# Extracted information
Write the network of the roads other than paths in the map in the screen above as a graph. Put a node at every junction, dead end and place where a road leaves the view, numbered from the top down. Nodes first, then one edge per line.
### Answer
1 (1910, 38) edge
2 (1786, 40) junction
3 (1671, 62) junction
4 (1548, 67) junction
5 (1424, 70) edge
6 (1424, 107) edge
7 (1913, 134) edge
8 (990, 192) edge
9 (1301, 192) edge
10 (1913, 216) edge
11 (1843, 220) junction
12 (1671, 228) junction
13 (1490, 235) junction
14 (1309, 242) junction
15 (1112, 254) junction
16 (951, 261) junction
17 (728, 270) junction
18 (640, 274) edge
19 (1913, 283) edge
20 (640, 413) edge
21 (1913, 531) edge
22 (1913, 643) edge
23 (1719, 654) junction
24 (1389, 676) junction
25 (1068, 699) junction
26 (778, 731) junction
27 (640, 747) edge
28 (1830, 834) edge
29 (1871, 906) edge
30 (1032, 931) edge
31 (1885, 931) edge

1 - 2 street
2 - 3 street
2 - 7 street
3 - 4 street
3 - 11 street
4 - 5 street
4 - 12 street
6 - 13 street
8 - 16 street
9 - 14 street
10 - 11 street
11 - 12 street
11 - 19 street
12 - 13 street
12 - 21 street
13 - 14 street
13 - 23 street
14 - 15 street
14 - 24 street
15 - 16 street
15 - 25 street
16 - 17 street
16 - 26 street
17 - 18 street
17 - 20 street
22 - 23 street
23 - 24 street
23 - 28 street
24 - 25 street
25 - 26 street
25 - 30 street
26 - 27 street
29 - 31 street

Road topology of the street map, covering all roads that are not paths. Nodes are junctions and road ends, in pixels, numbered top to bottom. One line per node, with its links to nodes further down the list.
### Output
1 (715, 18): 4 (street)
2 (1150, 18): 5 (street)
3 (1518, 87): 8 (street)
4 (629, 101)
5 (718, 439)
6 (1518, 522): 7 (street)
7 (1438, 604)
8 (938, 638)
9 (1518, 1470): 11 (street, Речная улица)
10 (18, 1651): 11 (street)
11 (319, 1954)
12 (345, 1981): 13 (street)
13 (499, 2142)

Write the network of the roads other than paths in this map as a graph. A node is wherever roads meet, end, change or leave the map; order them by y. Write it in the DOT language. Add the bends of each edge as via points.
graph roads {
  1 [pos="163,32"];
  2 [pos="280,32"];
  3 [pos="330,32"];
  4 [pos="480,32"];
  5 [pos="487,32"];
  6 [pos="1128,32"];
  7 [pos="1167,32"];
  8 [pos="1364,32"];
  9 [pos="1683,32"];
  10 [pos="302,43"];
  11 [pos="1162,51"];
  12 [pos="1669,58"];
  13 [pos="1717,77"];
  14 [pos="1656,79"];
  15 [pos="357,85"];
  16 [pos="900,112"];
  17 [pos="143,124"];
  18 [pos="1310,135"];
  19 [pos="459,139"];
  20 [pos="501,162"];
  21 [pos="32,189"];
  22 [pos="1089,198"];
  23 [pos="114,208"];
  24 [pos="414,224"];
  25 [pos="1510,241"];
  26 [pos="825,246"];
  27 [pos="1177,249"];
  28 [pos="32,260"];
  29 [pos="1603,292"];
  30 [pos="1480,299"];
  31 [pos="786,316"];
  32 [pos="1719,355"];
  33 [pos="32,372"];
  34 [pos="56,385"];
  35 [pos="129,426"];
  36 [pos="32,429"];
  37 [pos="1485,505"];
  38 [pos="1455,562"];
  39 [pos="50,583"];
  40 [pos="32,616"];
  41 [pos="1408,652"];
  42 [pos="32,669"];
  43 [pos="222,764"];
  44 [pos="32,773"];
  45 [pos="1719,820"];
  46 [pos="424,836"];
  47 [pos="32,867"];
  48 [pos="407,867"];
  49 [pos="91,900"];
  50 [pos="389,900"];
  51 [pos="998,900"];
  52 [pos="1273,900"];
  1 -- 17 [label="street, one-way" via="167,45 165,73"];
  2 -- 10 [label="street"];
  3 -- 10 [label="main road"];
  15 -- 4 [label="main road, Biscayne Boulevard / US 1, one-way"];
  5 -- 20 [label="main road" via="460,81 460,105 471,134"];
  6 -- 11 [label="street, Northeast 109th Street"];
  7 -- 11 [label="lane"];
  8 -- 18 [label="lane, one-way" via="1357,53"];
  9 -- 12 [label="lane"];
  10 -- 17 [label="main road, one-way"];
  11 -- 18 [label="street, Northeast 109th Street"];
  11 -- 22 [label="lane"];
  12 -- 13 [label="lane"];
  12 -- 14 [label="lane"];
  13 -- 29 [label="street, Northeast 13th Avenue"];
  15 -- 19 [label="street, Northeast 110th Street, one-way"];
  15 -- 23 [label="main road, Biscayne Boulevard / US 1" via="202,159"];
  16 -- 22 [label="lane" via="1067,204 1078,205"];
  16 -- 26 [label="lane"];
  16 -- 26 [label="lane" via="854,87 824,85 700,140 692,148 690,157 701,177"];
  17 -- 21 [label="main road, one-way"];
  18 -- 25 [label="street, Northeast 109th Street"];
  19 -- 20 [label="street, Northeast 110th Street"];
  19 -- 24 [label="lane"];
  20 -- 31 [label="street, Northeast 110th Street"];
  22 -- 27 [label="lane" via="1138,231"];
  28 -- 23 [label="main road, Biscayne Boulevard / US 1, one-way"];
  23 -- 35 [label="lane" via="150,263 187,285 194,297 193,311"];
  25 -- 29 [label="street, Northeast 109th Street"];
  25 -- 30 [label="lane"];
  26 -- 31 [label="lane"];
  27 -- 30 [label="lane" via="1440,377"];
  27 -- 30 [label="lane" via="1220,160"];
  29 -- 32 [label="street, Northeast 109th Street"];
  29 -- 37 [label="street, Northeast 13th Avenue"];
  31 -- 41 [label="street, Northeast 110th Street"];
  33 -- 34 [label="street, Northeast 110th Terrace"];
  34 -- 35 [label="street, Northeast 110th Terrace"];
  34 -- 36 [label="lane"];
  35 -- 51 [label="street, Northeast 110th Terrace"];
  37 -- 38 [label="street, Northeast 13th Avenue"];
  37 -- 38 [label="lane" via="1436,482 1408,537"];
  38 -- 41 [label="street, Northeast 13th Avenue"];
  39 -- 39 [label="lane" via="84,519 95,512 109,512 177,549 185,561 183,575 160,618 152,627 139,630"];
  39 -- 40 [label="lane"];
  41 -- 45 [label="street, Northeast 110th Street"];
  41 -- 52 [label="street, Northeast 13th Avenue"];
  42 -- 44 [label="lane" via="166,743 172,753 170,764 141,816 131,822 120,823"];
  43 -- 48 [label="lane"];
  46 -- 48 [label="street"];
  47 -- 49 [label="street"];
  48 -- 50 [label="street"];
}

# Task statement
Look for the word "numbered". Copy out every line of the data that has it.

# Output for this task
Write the network of the roads other than paths in the map in the screen above as a graph. Put a node at every junction, dead end and place where a road leaves the view, numbered from the top down. Nodes first, then one edge per line.
Road topology of the street map, covering all roads that are not paths. Nodes are junctions and road ends, in pixels, numbered top to bottom. One line per node, with its links to nodes further down the list.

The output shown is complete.